Single Photon Emission Computed Tomography (SPECT/CT)


Single Photon Emission Computed Tomography (SPECT) illustrates different functions in the body while combining CT (Computed Tomography), which shows detailed structural anatomy, into one scan. This state-of-the-art technology allows our medical team to see highly defined 3D images made inside the body. This helps determine a tumor’s function status, and pinpoints the exact location, size, nature, and extent of the disease. Common cancers that SPECT can detect include thyroid, endocrine, blood cancers, prostate, pancreatic and lung. SPECT provides our medical team with tools to make an accurate diagnosis and earlier detection of  cancers that are difficult to diagnose through traditional scans and medical examinations.

How Does It Work?

SPECT gives information about abnormal or cancerous cells in the body that are not available with other imaging methods like x-rays, CT, MRI or even PET. SPECT scans measure biologic functions in the body that enable the image to show cellular activity combined with CT scan that shows anatomical details. Together, they provide valuable information that will assist our team with making a diagnosis and treatment plan.
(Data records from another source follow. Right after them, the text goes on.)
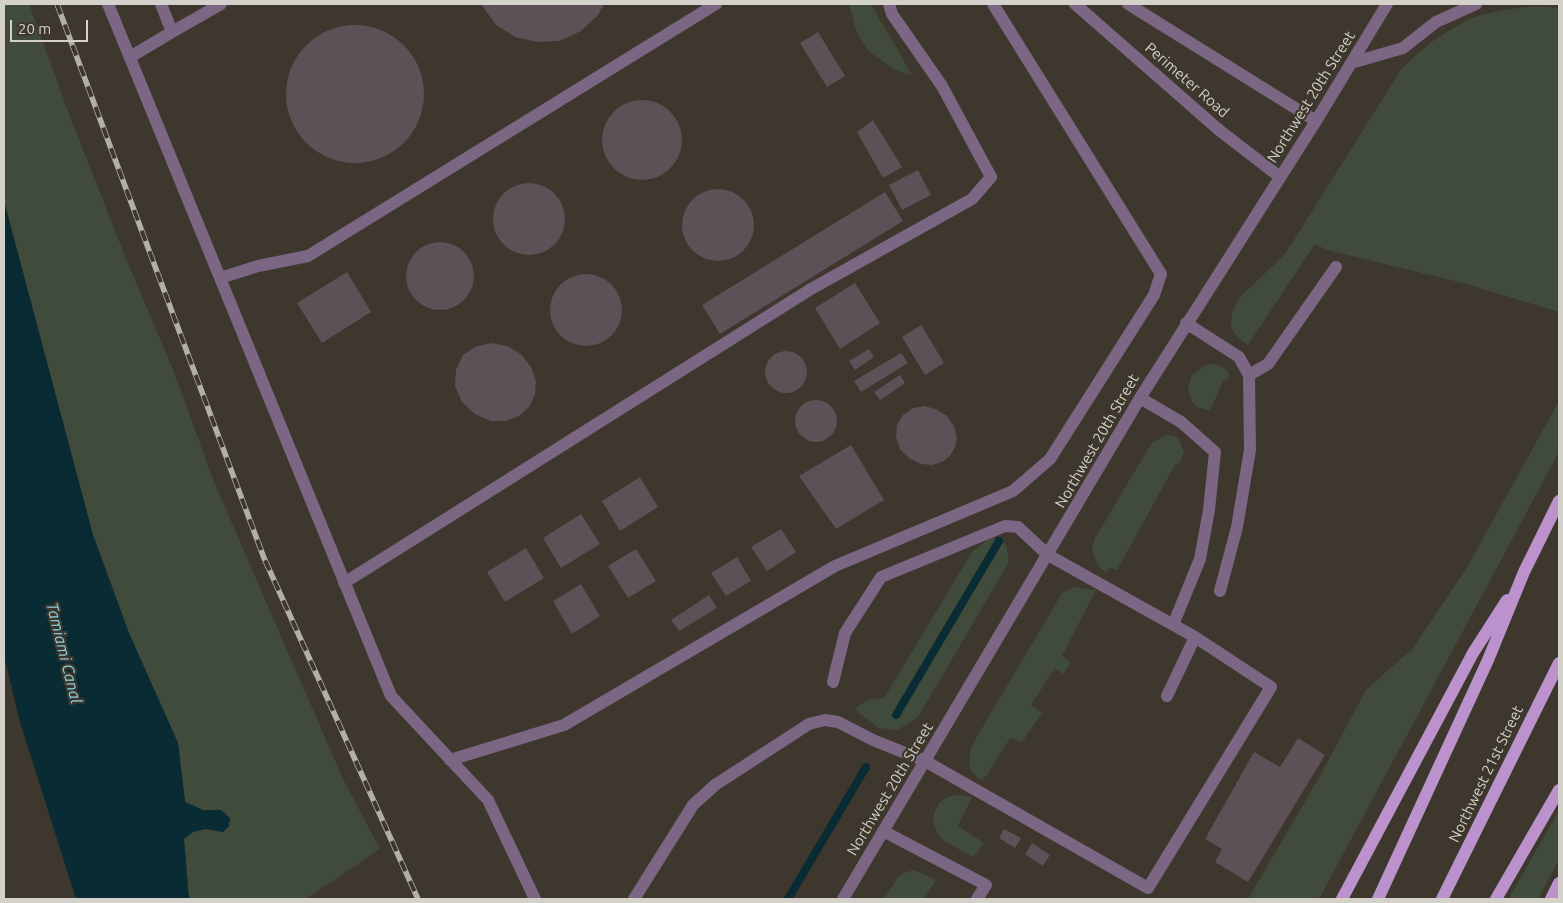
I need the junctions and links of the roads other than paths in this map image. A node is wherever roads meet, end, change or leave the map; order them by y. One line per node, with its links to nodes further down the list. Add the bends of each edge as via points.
1 (108, 4): 12 (street)
2 (161, 4): 11 (street)
3 (221, 4): 11 (street)
4 (716, 4): 17 (street, via 308,256)
5 (889, 4): 24 (street, via 892,14 942,86 991,177 972,199 811,289)
6 (994, 4): 31 (street, via 1161,274 1154,295 1050,459 1013,491 835,566 564,725)
7 (1075, 4): 15 (street, Perimeter Road, via 1219,130)
8 (1128, 4): 14 (street, Perimeter Road)
9 (1386, 4): 13 (street, Northwest 20th Street)
10 (1476, 4): 13 (street, via 1436,22 1403,48)
11 (172, 32): 12 (street)
12 (130, 57): 17 (street)
13 (1351, 63): 14 (street, Northwest 20th Street)
14 (1316, 121): 15 (street, Northwest 20th Street)
15 (1280, 177): 18 (street, Northwest 20th Street)
16 (1336, 267): 19 (street, via 1268,364)
17 (220, 278): 24 (street)
18 (1186, 323): 19 (street, via 1239,357); 20 (street, Northwest 20th Street)
19 (1249, 375): 25 (street, via 1250,450 1238,527)
20 (1140, 398): 22 (street, Northwest 20th Street); 26 (street, via 1181,422 1215,452 1200,559)
21 (1559, 501): 23 (main road)
22 (1048, 555): 26 (street); 29 (street, via 1018,527 1005,526 881,577 845,633); 32 (street, Northwest 20th Street)
23 (1524, 572): 40 (main road, via 1473,653); 41 (main road, via 1488,660)
24 (344, 583): 31 (street, via 391,696)
25 (1220, 591)
26 (1173, 625): 27 (street)
27 (1195, 637): 30 (street); 32 (street, via 1271,687 1148,888)
28 (1559, 663): 42 (main road, Northwest 21st Street)
29 (832, 682)
30 (1168, 696)
31 (450, 760): 36 (street, via 488,800)
32 (925, 761): 34 (street, Northwest 20th Street); 37 (street, via 838,722 825,720 809,724 715,785 693,805)
33 (1559, 790): 43 (main road)
34 (883, 831): 38 (street, Northwest 20th Street); 39 (street, via 986,885)
35 (1559, 883): 44 (main road)
36 (535, 899)
37 (634, 899)
38 (843, 899)
39 (977, 899)
40 (1342, 899)
41 (1378, 899)
42 (1442, 899)
43 (1496, 899)
44 (1551, 899)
How Should I Prepare for My Exam?

SPECT does not always require fasting, special diets, or medication. For most tests, you can continue your regular work schedule and lifestyle. During a SPECT exam, imaging agents (radiopharmaceutical) are administered to the patient, usually by injection. They accumulate in the organ or area of the body where cancers may form. Radioactive emissions from the agents are detected by a special camera or imaging device called a gamma camera. This differs from x-ray or CT examinations where the radiation comes out of a machine and passes through the patient’s body. The whole process takes 30 to 40 minutes.